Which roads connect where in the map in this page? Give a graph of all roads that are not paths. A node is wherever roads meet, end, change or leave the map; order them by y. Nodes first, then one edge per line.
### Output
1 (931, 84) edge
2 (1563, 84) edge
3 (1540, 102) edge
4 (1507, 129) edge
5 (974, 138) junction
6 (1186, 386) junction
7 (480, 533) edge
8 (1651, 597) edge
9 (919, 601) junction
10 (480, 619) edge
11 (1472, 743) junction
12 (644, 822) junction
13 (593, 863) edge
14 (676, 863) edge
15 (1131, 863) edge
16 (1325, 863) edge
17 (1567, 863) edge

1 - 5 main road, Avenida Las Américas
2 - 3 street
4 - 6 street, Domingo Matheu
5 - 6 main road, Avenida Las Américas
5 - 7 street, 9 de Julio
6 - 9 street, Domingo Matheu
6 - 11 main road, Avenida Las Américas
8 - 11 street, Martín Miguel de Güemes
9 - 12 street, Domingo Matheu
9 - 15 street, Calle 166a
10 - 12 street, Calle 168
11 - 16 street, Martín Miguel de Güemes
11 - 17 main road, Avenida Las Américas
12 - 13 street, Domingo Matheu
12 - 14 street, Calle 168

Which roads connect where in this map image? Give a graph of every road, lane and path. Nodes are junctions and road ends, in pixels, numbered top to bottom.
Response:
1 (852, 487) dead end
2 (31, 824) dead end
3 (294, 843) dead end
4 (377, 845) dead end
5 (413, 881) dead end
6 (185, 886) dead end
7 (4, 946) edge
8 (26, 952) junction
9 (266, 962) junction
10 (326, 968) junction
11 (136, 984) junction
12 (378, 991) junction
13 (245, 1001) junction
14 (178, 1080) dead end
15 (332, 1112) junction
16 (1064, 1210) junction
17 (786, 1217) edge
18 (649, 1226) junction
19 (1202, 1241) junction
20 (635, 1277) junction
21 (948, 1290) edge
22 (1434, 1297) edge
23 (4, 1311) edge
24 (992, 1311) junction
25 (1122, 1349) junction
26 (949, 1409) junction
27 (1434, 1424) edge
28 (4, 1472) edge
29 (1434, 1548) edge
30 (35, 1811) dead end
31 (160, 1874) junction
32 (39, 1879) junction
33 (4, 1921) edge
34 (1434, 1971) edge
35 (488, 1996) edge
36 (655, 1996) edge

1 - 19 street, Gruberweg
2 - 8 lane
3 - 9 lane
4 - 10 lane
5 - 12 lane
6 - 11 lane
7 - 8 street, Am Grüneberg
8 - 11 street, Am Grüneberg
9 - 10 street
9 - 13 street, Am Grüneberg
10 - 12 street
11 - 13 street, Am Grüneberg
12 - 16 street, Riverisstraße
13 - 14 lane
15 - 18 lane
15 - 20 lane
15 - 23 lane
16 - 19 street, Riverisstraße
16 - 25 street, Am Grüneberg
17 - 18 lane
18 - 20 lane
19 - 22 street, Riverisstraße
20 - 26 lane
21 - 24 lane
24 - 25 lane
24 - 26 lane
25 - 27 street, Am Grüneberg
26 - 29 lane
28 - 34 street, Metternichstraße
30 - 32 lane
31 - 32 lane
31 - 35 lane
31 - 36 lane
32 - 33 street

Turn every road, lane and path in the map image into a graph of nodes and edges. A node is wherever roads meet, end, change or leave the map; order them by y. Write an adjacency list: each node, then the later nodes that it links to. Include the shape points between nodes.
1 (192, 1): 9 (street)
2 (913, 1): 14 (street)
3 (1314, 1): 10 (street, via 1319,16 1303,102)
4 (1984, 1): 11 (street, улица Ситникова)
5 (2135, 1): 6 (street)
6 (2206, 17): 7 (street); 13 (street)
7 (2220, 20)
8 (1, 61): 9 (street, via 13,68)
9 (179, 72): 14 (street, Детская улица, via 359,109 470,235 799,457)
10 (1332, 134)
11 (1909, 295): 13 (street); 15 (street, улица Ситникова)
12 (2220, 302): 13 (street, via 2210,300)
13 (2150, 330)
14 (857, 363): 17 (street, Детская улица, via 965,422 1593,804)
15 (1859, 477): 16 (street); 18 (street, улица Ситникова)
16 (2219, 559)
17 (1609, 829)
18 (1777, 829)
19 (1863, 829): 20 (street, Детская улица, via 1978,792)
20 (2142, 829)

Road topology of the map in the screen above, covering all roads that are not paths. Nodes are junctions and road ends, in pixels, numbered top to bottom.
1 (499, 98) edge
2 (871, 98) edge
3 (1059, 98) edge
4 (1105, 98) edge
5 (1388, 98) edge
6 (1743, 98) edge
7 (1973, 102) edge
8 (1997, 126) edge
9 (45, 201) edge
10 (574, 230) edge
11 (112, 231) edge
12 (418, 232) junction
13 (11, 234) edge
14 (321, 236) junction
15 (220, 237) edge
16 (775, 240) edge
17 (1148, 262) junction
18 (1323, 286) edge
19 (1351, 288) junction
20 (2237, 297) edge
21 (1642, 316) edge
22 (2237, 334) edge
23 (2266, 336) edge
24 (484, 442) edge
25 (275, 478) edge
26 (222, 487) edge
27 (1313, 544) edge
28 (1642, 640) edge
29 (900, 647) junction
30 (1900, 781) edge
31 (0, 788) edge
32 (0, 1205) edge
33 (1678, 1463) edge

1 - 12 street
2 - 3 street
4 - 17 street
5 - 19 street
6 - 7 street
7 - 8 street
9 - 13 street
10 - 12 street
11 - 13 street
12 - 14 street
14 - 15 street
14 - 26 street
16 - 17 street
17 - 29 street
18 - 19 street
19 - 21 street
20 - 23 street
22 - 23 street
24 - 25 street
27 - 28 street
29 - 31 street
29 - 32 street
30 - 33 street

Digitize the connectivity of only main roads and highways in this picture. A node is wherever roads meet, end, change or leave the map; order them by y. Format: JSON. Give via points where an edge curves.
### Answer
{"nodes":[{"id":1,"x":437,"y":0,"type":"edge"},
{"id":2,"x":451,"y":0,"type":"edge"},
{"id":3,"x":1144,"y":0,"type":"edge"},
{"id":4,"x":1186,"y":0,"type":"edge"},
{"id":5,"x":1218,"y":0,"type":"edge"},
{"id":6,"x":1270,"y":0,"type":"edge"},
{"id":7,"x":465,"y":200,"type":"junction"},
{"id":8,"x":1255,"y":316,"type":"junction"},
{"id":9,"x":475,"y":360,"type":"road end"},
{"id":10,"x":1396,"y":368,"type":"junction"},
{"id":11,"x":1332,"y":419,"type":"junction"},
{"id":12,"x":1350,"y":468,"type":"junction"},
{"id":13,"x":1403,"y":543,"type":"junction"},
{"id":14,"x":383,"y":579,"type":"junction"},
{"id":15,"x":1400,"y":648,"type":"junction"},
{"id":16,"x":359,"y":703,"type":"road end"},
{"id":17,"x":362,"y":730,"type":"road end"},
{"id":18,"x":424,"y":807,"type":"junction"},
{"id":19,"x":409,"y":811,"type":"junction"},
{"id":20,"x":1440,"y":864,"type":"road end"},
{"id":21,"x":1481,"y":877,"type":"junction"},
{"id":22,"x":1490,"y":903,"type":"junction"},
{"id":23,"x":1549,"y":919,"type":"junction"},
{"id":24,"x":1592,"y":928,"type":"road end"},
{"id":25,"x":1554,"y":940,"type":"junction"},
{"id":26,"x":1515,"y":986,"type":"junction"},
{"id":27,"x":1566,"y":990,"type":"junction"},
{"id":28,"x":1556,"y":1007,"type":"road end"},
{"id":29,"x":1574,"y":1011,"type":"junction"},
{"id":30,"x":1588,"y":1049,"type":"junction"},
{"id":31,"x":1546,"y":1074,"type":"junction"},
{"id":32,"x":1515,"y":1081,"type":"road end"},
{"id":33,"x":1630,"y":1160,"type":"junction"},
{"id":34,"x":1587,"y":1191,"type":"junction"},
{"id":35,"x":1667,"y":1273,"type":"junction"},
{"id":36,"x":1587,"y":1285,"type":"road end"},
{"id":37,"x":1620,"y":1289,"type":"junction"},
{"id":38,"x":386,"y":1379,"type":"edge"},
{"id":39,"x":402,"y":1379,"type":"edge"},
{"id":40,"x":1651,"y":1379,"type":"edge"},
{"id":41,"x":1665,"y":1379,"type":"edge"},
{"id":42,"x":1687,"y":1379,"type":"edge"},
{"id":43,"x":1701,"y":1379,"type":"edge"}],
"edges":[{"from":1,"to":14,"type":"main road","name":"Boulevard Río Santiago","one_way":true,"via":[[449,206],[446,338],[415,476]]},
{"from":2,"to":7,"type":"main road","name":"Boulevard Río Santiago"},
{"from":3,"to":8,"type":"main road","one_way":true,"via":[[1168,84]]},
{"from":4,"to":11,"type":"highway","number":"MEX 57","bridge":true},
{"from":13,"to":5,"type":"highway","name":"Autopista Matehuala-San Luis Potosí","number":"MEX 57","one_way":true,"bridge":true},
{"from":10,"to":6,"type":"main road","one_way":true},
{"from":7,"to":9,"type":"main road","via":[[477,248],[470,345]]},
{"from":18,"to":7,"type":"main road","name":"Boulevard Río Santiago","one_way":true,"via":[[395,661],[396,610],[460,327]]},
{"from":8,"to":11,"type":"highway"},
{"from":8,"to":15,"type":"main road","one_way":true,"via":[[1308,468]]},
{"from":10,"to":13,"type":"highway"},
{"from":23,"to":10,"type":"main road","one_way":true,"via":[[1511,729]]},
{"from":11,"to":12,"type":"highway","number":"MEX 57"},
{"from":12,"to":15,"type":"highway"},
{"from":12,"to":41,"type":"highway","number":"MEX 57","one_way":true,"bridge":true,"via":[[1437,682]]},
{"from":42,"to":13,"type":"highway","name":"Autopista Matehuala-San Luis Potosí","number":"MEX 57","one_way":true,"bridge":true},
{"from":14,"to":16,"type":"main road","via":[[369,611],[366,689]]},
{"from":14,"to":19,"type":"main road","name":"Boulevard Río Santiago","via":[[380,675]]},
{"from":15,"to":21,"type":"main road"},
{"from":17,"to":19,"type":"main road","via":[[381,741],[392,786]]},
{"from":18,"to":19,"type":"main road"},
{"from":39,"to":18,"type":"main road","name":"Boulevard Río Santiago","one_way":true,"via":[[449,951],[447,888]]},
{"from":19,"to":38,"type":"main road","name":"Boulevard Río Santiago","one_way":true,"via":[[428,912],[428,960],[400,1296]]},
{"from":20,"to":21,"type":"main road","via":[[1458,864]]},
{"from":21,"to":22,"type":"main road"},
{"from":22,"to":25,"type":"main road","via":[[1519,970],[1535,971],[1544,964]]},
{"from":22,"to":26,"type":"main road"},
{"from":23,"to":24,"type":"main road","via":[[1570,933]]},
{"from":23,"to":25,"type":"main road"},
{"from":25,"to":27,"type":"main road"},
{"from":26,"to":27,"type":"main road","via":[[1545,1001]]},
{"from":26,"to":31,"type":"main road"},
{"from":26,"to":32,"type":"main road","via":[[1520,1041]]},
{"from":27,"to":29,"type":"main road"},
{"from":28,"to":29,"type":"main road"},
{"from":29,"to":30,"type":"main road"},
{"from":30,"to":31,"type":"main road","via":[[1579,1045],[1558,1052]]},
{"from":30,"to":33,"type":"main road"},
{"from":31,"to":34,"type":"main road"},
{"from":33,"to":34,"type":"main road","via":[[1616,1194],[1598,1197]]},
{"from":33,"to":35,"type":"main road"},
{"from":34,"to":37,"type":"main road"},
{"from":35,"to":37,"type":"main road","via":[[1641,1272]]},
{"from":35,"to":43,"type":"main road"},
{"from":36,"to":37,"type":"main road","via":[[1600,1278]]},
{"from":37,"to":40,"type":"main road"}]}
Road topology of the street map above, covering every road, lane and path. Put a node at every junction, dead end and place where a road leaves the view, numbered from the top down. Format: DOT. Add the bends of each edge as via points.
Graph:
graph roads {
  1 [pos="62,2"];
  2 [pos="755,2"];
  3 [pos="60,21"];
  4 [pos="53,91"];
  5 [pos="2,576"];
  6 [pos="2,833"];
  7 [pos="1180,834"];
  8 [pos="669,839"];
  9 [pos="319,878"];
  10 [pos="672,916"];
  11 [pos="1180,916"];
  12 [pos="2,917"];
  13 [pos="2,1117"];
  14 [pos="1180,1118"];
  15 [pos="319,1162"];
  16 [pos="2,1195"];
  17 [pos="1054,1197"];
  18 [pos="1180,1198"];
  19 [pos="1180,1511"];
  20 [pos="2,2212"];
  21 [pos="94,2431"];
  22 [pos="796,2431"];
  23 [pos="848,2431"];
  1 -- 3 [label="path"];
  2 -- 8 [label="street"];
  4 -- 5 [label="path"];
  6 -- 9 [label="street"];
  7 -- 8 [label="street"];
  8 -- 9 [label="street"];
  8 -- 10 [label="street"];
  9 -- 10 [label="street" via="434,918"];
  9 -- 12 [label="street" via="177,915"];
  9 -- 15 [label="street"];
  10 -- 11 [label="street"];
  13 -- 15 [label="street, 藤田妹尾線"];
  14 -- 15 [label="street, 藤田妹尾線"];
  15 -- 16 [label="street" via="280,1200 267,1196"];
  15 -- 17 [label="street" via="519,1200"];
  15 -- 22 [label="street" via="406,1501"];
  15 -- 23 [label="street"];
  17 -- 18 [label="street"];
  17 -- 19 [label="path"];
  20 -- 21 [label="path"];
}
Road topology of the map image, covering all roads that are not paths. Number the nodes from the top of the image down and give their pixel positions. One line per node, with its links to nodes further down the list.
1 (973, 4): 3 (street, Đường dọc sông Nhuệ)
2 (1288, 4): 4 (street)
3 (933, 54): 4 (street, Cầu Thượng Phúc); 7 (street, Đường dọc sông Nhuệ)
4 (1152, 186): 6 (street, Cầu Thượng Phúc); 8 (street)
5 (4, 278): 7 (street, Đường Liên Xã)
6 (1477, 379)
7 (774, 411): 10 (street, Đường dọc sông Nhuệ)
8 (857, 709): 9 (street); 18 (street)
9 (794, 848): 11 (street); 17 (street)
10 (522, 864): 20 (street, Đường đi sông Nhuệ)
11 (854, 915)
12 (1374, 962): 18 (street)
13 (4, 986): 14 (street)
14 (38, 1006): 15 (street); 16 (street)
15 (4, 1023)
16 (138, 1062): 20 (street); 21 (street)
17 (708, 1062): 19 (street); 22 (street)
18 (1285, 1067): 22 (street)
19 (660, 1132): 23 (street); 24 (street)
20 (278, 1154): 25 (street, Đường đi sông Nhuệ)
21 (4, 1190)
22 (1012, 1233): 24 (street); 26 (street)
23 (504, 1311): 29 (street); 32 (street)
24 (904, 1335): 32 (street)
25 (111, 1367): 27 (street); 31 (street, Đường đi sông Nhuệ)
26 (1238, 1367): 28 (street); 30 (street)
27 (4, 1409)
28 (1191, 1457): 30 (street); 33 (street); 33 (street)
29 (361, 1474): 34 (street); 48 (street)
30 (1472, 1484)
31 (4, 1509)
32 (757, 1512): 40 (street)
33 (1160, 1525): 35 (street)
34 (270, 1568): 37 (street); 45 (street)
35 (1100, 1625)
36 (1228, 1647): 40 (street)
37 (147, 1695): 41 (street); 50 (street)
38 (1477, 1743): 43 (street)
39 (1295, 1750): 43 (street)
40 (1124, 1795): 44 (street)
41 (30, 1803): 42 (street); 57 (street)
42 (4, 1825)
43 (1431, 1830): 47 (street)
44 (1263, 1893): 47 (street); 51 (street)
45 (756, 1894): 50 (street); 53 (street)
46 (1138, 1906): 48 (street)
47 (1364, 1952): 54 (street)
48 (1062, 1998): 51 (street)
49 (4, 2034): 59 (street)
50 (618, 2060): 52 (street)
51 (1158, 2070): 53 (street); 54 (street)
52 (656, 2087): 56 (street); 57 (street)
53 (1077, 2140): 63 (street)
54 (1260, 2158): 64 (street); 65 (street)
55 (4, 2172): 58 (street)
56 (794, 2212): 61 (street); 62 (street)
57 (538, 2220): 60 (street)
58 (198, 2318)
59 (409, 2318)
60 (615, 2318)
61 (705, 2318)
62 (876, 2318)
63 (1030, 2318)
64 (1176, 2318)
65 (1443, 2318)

◇ ◇ ◇ ◇

◆ **TASK DESCRIPTION**: Your answer should be one number, the count of lines in the records that contain the word "Matehuala".

◆ **PROBLEM SOLUTION**: 2